The family had moved house two days before the accident, from Maxey into Stamford town centre, so when George left the hospital in Sheffield, it was to a home he had never known. But he said: “It did actually feel like home - when I was Facetiming the family from hospital, I was given the grand tour.
“And being here in Stamford has helped tremendously. It means I can go out when I need to go into town for a haircut or something without needing to get into the van.”
The family are happy in Stamford but will eventually need to look to move so they can find a home more accommodating for George’s needs - he currently sleeps in the living room.
He is undergoing physiotherapy twice a week and has regained a lot of strength in his arms.
He is also looking to build up strength in his shoulders so he can pull himself onto his bed.
He was recently able to stand for 20 minutes, supported by a team, in a bid to build up his bone density and strengthen the muscles and tendons. “It’s good to see yourself standing tall again as well,” adds George.
Eddie is a keen footballer and plays for Deeping Rangers. He prefers it to rugby as it’s not a contact sport and jokes that George’s accident gives “me the perfect excuse not to play”.
But Gill and Simon both say they would not stop him from playing and George remains a keen rugby fan - watching the Rugby World Cup and Six Nations from his hospital bed.
“Of course there are some tackles that you flinch at a bit more, but I wouldn’t say I’ve lost my passion for the sport at all.”

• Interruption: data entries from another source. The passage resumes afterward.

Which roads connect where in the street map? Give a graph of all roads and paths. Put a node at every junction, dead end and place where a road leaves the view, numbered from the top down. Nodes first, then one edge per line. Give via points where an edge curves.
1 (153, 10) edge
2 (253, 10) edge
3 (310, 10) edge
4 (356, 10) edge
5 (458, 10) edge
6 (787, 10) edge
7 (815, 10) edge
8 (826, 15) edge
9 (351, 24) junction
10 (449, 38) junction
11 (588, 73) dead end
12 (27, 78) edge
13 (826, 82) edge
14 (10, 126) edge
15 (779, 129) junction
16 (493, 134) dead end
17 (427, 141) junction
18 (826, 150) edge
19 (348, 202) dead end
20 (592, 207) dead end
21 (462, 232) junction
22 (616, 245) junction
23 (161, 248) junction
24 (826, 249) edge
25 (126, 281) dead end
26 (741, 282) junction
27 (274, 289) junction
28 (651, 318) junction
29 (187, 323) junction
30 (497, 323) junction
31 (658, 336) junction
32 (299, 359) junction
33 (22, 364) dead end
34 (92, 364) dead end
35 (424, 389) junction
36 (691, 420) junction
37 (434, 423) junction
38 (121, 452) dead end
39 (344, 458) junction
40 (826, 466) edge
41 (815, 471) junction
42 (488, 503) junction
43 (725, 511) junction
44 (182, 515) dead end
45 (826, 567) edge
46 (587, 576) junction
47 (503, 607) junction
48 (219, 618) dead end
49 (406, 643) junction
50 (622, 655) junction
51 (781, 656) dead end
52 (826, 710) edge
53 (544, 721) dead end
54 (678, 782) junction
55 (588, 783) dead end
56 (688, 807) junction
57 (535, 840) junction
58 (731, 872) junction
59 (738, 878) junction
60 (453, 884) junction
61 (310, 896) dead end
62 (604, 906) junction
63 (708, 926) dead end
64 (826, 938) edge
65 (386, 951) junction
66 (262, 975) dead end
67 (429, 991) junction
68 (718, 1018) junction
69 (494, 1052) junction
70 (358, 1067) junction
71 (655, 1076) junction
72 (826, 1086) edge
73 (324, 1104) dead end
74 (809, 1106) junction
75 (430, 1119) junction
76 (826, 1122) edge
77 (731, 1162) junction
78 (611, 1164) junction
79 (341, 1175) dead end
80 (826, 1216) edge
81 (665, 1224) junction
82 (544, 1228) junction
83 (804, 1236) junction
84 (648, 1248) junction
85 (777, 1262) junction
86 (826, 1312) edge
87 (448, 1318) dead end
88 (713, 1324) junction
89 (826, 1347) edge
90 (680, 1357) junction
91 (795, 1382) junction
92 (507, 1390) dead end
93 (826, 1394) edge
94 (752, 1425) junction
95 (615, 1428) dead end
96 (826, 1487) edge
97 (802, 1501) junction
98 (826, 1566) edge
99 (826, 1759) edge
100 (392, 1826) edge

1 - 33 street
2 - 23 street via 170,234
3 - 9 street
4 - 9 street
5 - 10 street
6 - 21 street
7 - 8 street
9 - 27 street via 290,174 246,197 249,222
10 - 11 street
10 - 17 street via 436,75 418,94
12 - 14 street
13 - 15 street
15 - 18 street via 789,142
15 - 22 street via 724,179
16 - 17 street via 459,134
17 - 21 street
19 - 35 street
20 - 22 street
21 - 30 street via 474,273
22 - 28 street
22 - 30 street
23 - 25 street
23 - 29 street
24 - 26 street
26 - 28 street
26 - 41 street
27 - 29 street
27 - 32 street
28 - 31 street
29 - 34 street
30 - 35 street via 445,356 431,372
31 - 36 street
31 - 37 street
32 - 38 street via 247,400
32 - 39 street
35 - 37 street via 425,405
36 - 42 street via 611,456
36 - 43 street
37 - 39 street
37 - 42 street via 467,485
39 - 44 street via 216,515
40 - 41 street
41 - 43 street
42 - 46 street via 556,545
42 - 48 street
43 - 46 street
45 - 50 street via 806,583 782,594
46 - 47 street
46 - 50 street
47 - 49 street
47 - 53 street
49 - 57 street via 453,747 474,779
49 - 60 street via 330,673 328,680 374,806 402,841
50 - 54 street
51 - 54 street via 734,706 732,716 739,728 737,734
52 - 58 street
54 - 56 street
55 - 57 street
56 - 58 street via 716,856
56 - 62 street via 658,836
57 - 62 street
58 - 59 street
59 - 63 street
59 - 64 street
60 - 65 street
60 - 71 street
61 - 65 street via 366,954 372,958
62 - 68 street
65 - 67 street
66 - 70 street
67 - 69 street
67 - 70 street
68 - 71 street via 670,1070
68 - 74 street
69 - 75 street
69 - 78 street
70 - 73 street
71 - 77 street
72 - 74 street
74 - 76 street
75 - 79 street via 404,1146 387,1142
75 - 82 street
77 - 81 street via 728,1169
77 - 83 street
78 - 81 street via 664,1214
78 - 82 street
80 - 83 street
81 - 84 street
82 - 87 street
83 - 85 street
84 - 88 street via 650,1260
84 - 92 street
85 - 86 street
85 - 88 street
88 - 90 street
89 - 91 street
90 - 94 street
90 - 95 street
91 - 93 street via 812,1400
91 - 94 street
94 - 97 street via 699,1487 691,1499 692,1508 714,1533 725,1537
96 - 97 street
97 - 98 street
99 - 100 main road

Simon said: “It’s the values of sport that it instills. The support we have been given by the sporting community has been incredible.”
In the future, the family may look at increasing awareness of accessibility issues - something they’ve become increasingly aware of themselves in the last couple of months.
But for now, the focus remains firmly on George and Eddie.
Simon said: “It’s about looking forward now –focusing on the positives and what he can do. George has got incredible strength of mind and there are so many things that he can do.”
George added: “I have been taking each day as it comes and every now and then I think ‘Right George, let’s think about the future’.
“I still very much want to go to university, possibly to study philosphy and something else. Beyond that, who knows?”